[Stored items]
++++++++++

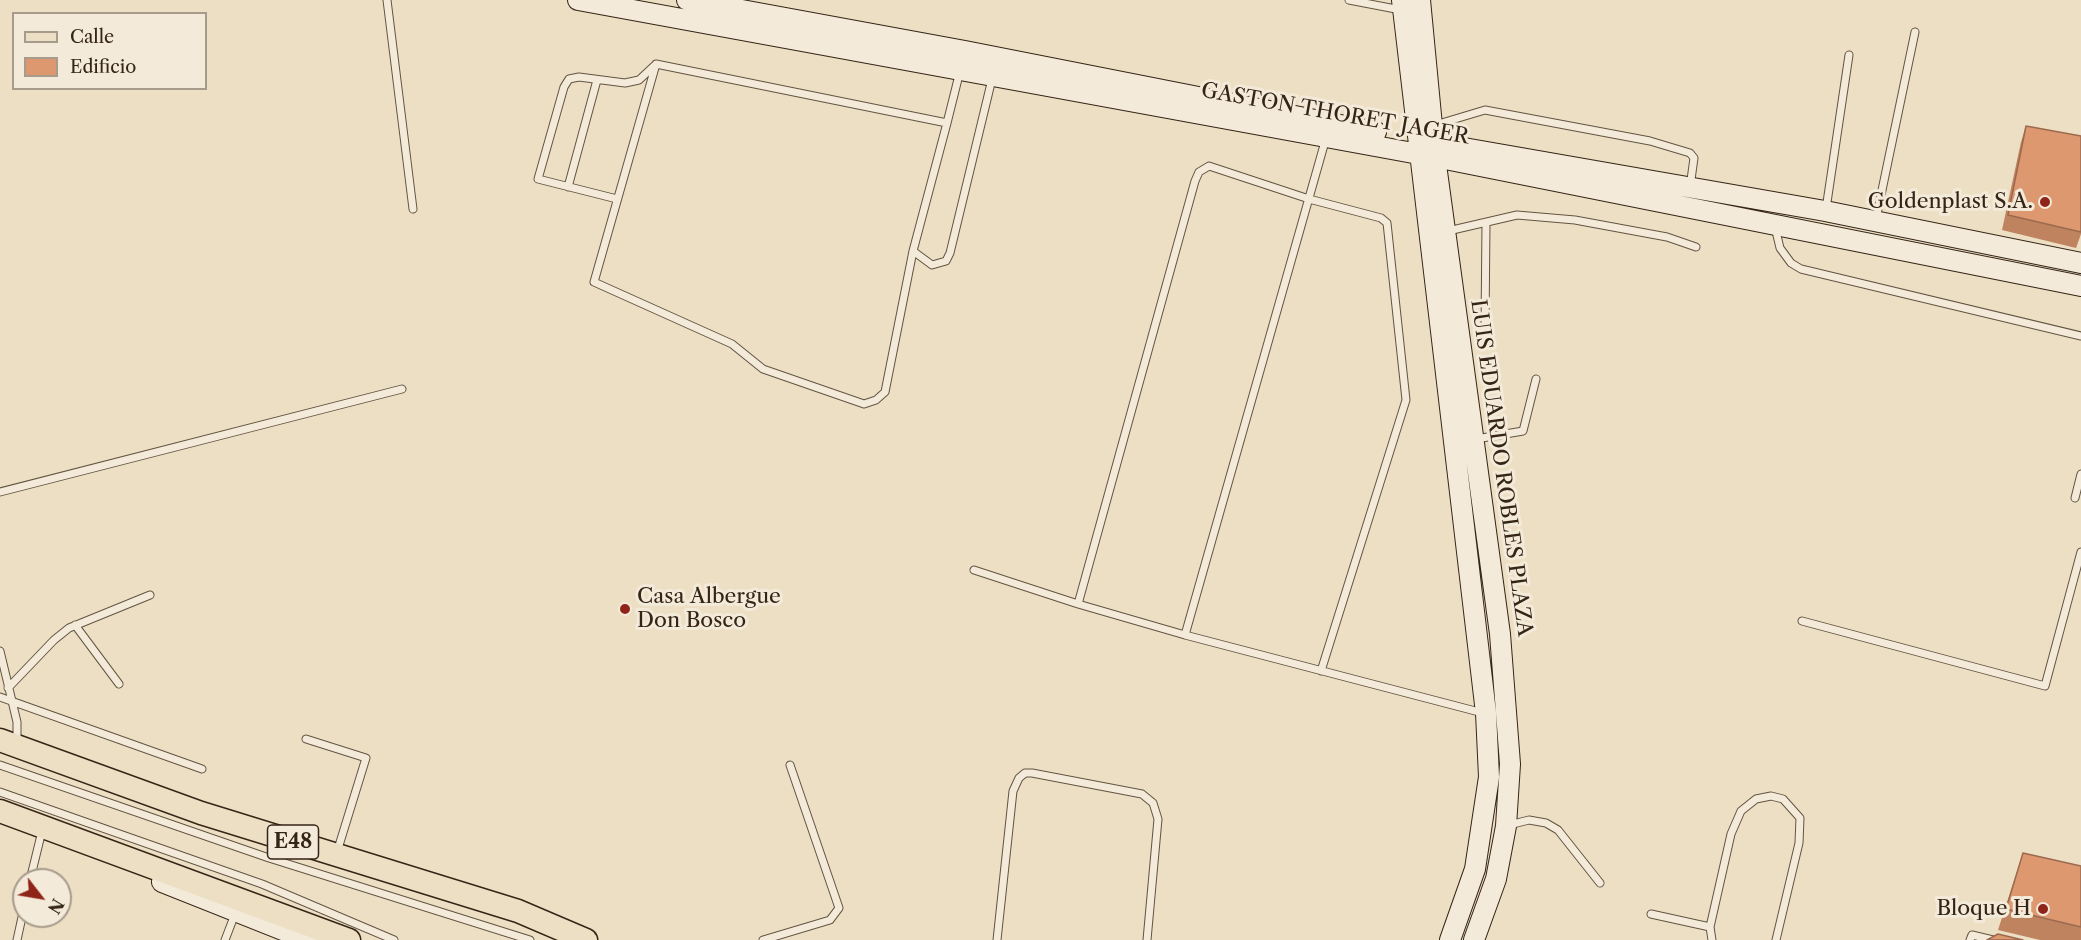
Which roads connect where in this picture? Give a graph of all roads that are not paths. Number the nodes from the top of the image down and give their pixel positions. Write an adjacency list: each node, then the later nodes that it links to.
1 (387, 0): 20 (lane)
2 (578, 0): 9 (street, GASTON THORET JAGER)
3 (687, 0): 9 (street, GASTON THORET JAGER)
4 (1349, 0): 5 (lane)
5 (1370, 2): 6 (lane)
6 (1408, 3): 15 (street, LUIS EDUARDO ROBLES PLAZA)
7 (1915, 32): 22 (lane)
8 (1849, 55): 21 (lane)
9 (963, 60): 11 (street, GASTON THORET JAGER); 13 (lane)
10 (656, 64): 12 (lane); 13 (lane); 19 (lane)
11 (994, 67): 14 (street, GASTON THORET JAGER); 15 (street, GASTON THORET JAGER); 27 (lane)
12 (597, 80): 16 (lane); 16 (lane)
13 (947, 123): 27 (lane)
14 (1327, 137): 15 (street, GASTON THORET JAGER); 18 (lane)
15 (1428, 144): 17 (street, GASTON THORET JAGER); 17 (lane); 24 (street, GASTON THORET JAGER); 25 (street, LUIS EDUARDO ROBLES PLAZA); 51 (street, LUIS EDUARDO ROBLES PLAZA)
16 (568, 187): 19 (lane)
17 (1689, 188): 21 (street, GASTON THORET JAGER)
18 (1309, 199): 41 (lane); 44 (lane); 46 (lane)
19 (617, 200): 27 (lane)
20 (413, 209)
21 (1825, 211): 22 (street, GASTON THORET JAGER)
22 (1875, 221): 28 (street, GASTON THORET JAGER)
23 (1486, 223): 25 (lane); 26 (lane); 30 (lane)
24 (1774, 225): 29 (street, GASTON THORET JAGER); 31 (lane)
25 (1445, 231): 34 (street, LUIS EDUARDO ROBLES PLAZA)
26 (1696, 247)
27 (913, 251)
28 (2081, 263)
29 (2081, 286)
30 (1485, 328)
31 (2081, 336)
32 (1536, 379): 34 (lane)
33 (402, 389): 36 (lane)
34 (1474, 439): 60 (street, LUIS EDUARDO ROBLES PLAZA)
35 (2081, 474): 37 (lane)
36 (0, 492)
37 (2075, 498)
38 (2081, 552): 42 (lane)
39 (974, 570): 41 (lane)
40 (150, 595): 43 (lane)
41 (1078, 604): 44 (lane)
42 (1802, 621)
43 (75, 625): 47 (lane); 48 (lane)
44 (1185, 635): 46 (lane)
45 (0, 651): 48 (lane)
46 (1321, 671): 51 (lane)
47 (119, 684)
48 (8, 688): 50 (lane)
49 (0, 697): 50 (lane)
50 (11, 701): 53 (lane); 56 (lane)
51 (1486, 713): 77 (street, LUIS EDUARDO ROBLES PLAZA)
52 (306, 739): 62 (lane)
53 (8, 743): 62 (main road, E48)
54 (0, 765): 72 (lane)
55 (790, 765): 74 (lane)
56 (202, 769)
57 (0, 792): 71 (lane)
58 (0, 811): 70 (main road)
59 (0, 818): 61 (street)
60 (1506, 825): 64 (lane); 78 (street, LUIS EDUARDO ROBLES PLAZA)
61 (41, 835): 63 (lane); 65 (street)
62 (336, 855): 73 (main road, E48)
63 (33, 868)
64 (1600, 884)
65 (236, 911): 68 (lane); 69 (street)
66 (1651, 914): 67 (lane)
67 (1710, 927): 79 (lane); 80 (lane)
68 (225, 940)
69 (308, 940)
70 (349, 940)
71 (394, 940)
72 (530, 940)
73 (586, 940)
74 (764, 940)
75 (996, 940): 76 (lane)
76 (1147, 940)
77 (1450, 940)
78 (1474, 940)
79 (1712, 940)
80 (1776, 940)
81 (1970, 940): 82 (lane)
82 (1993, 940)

++++++++++

* _WHAT YOU NEED TO DO_:
If a line holds the string "main", it counts; please state how many such lines there are in the data, with nothing more.

* _OUTPUT OF THE TASK_:
3